Her pen `travelled’ rapidly across the foolscap, and while it did so she was described in more and more detail. But at length she came to a `knotty point’ in what she was writing. She paused, she pushed back the hair from her temples, she looked forth at the valley; and now the landscape was described, but not at all exhaustively, it, for the writer soon overcame her difficulty, and her pen travelled faster than ever, till suddenly there was a cry of `Mammy!’ and in rushed a sevenyear-old child, in conjunction with whom she was more than ever admirable; after which the narrative skipped back across eight years, and the woman became a girl, giving as yet no token of future eminence in literature but—I had an impulse which I obeyed almost before I was, conscious of it.
Nobody could have been more surprised than I was at what I had done-done so neatly, so quietly and gently. The book stood closed, upright, with its back to me, just as on a book-shelf, behind the bars of the grate. There it was. And it gave forth, as the flames crept up the blue cloth sides of it, a pleasant though acrid smell. My astonishment had passed, giving place to an exquisite satisfaction. How pottering and fumbling a thing was even the best kind of written criticism! I understood the contempt felt by the man of action for the man of words. But what pleased me most was that at last, actually, I, at my age, I of all people, had committed a crime—was guilty of a crime. I had power to revoke it. I might write to my bookseller for an unburnt copy, and place it on the shelf where this one had stood—this gloriously glowing one. I would do nothing of the sort. What I had done I had done. I would wear forever on my conscience the white rose of theft and the red rose of arson. If hereafter the owner of this cottage happened to miss that volume—let him! If he were fool enough to write to me about it, would I share my grand secret with him? No.

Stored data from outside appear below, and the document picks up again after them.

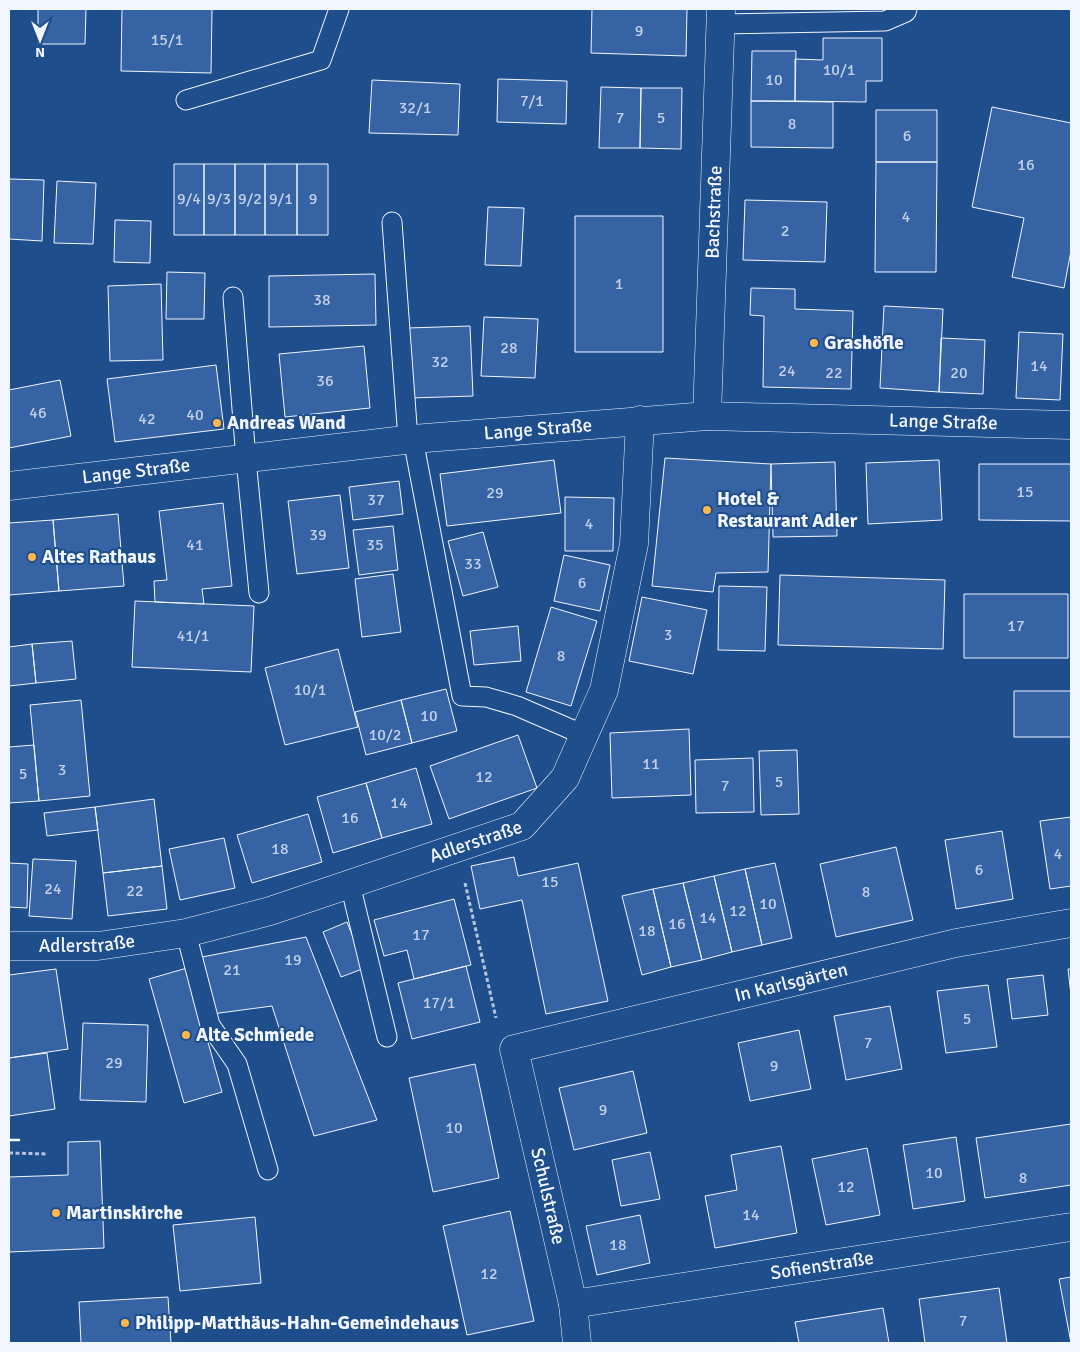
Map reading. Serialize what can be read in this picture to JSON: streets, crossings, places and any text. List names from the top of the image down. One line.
{"streets":{"street":["Bachstraße","Lange Straße","Adlerstraße","In Karlsgärten","Schulstraße","Sofienstraße"]},"crossings":[["Bachstraße","Lange Straße"],["Lange Straße","Adlerstraße"],["In Karlsgärten","Schulstraße"],["Schulstraße","Sofienstraße"]],"places":["Grashöfle","Andreas Wand","Hotel & Restaurant Adler","Altes Rathaus","Alte Schmiede","Martinskirche","Philipp-Matthäus-Hahn-Gemeindehaus"],"house_numbers":["9","15/1","10/1","10","7/1","32/1","7","5","8","6","16","9/4","9/3","9/2","9/1","9","4","2","1","38","28","32","14","24","22","20","36","46","40","42","15","29","37","4","39","41","35","33","6","17","3","41/1","8","10/1","10","10/2","11","3","5","12","5","7","14","16","18","4","6","15","24","22","8","10","12","14","16","18","17","19","21","17/1","5","7","29","9","9","10","10","8","12","14","18","12","7"],"north":"bottom"}
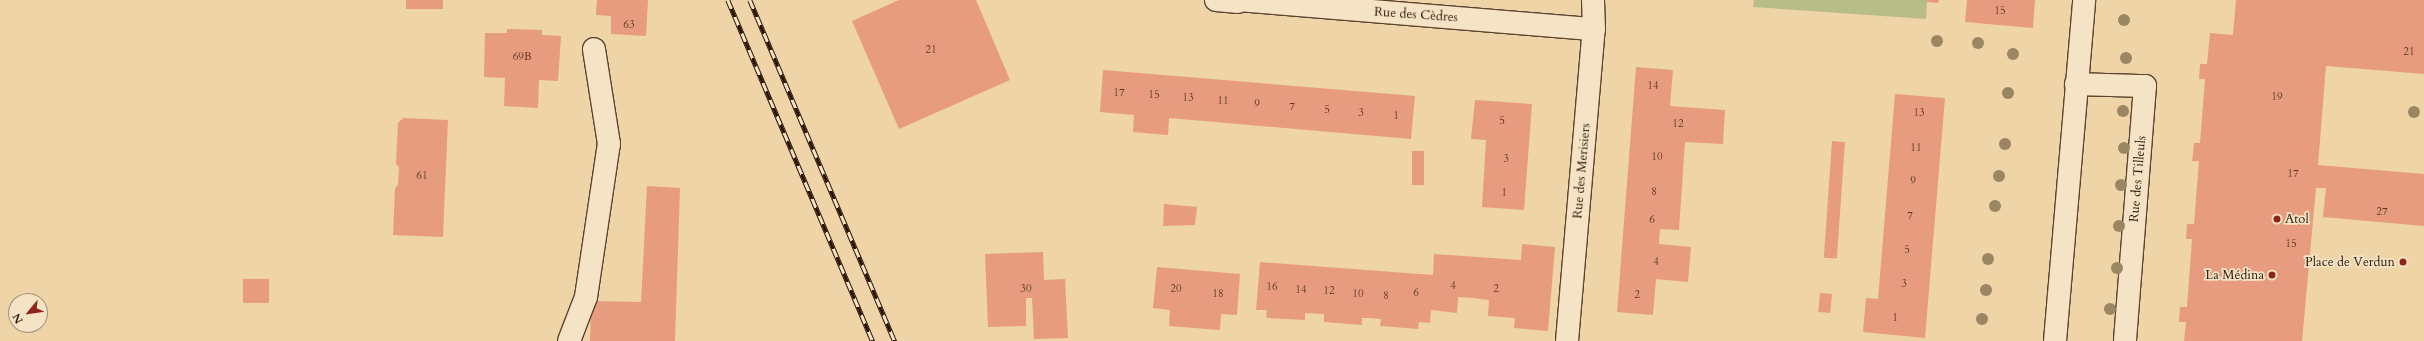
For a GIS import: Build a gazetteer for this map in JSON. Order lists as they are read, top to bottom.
{
  "streets": {
    "street": ["Rue des Cèdres", "Rue des Merisiers", "Rue des Tilleuls"]
  },
  "crossings": [
    ["Rue des Cèdres", "Rue des Merisiers"]
  ],
  "places": ["Atol", "Place de Verdun", "La Médina"],
  "house_numbers": [
    "15",
    "63",
    "21",
    "21",
    "69B",
    "14",
    "17",
    "15",
    "19",
    "13",
    "11",
    "9",
    "7",
    "5",
    "3",
    "13",
    "1",
    "5",
    "12",
    "11",
    "10",
    "3",
    "17",
    "61",
    "9",
    "8",
    "1",
    "27",
    "7",
    "6",
    "15",
    "5",
    "4",
    "3",
    "4",
    "16",
    "30",
    "20",
    "2",
    "14",
    "12",
    "6",
    "18",
    "10",
    "2",
    "8",
    "1"
  ],
  "north": "bottom left"
}
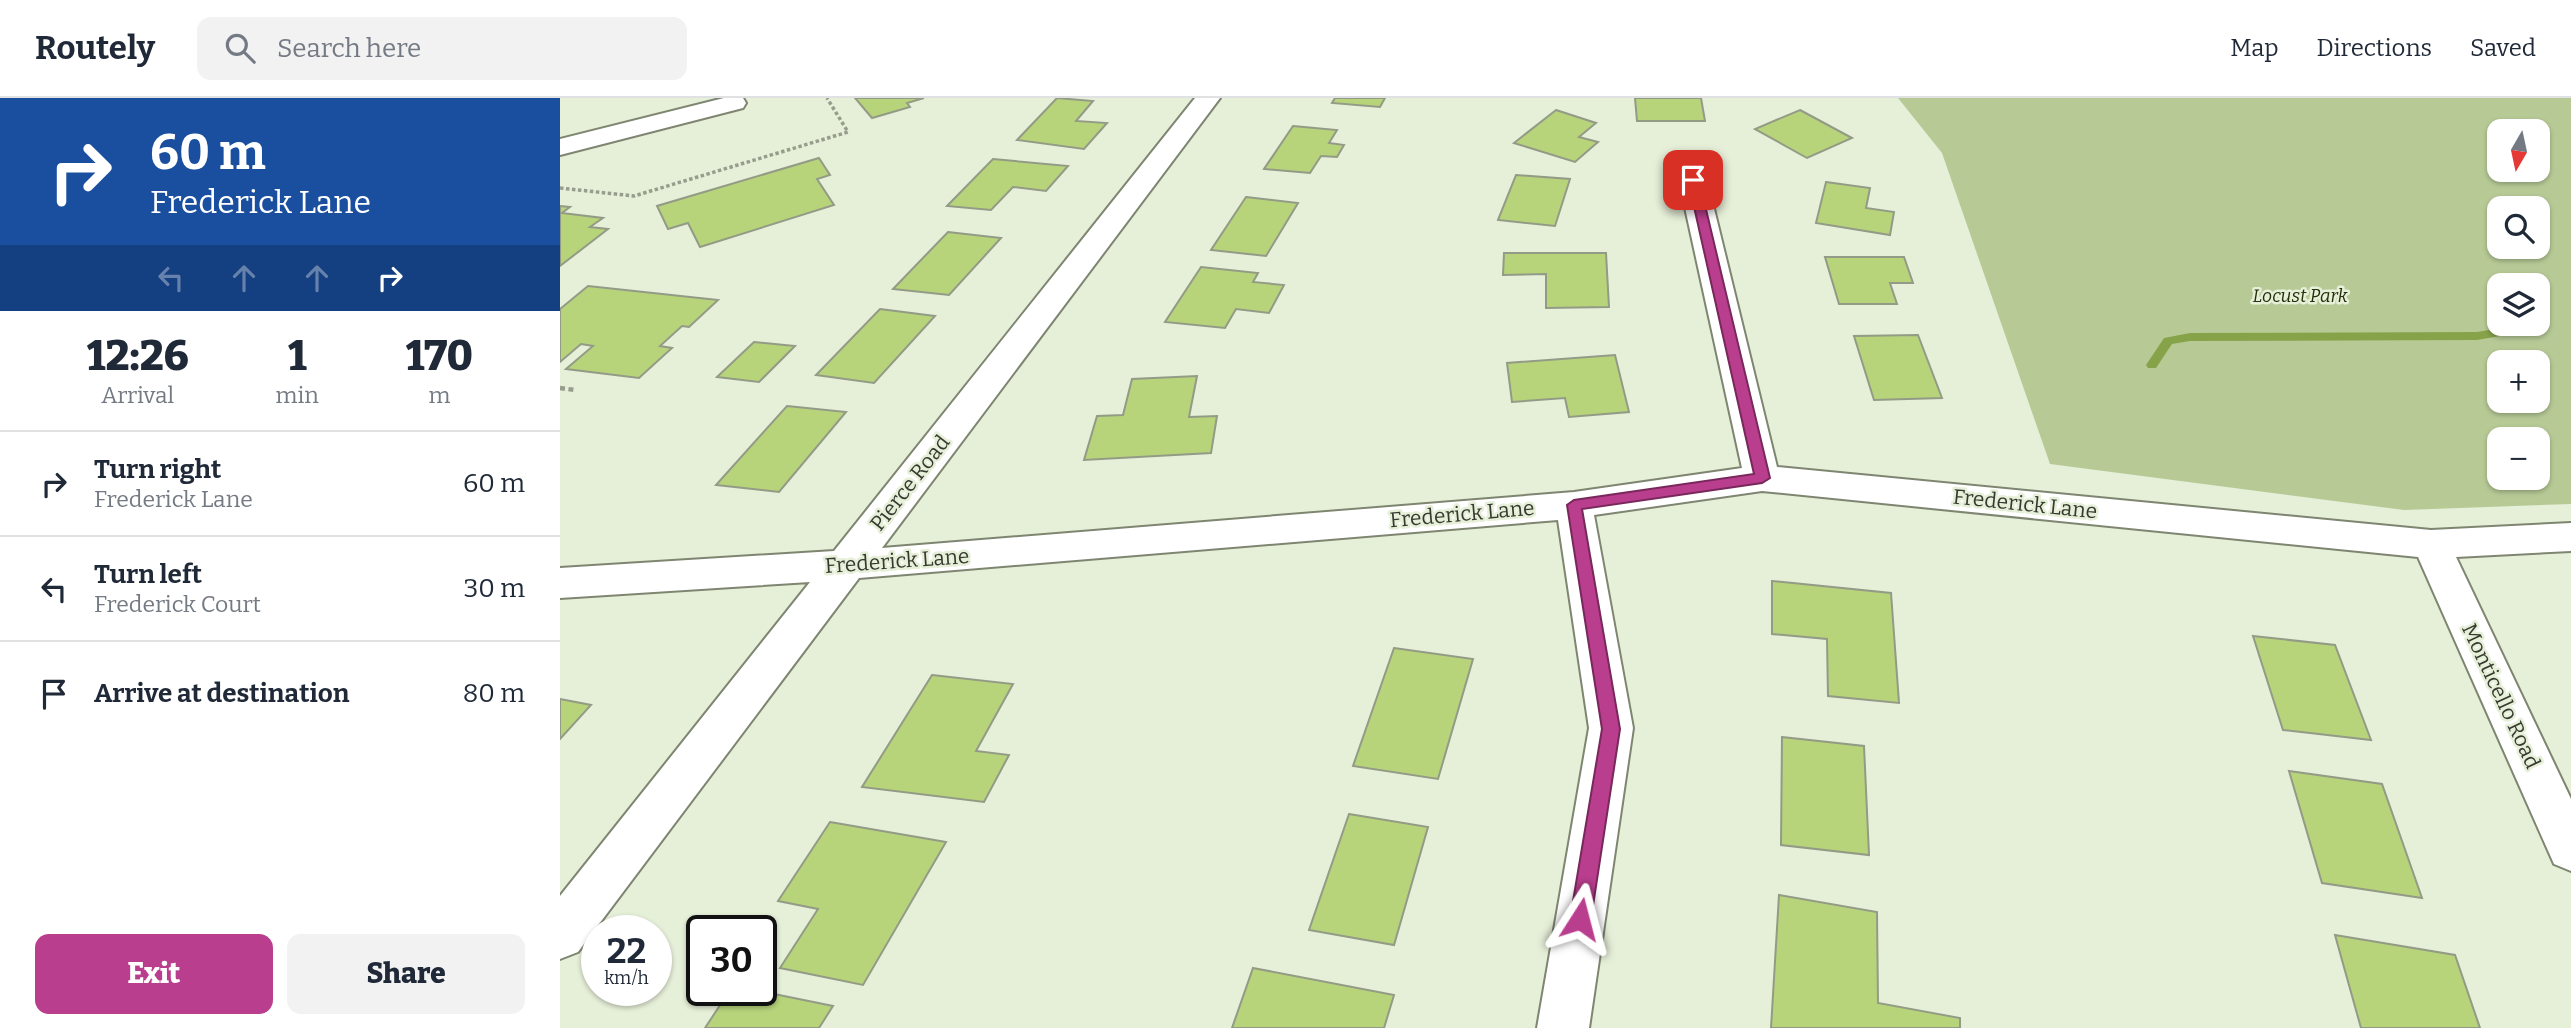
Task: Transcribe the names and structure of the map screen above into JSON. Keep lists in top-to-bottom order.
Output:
{
  "streets": {
    "street": ["Pierce Road", "Frederick Lane", "Monticello Road"]
  },
  "crossings": [
    ["Pierce Road", "Frederick Lane"],
    ["Frederick Lane", "Monticello Road"]
  ],
  "parks": ["Locust Park"],
  "north": "bottom",
  "page": {
    "header": "Routely",
    "search": "Search here",
    "nav": ["Map", "Directions", "Saved"],
    "turn": ["60 m", "Frederick Lane"],
    "map_buttons": ["+", "−"],
    "eta": [
      "12:26",
      "Arrival",
      "1",
      "min",
      "170",
      "m"
    ],
    "list": [
      {
        "name": "Turn right",
        "note": "Frederick Lane",
        "value": "60 m"
      },
      {
        "name": "Turn left",
        "note": "Frederick Court",
        "value": "30 m"
      },
      {
        "name": "Arrive at destination",
        "value": "80 m"
      }
    ],
    "speed": "22 km/h",
    "limit": "30",
    "buttons": ["Exit", "Share"]
  }
}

Gently, with his poker, I prodded that volume further among the coals.
The all-but-consumed binding shot forth little tongues of bright colour—flamelets of sapphire, amethyst, emerald. Charming! Could even the author herself not admire them? Perhaps. Poor woman!—I had scored now, scored so perfectly that I felt myself to be almost a brute while I poked off the loosened black outer pages and led the fire on to pages that were but pale brown.
These were quickly devoured. But it seemed to me that whenever I left the fire to forage for itself it made little headway. I pushed the book over on its side. The flames closed on it, but presently, licking their lips, fell back, as though they had had enough. I took the tongs and put the book upright again, and raked it fore and aft. It seemed almost as thick as ever. With poker and tongs I carved it into two, three sections—the inner pages flashing white as when they were sent to the binders. Strange! Aforetime, a book was burnt now and again in the market-place by the common hangman. Was he, I wondered, paid by the hour? I had always supposed the thing quite easy for him—a bright little, brisk little conflagration, and so home. Perhaps other books were less resistant than this one? I began to feel that the critics were more right than they knew. Here was a book that had indeed an intense vitality, and an immense vitality. It was a book that would live—do what one might. I vowed it should not. I subdivided it, spread it, redistributed it. Ever and anon my eye would be caught by some sentence or fragment of a sentence in the midst of a charred page before the flames crept over it. `lways loathed you, bu’, I remember; and `ning. Tolstoi was right.’ Who had always loathed whom? And what, what, had Tolstoi been right about? I had an absurd but genuine desire to know. Too late! Confound the woman!—she was scoring again. I furiously drove her pages into the yawning crimson jaws of the coals.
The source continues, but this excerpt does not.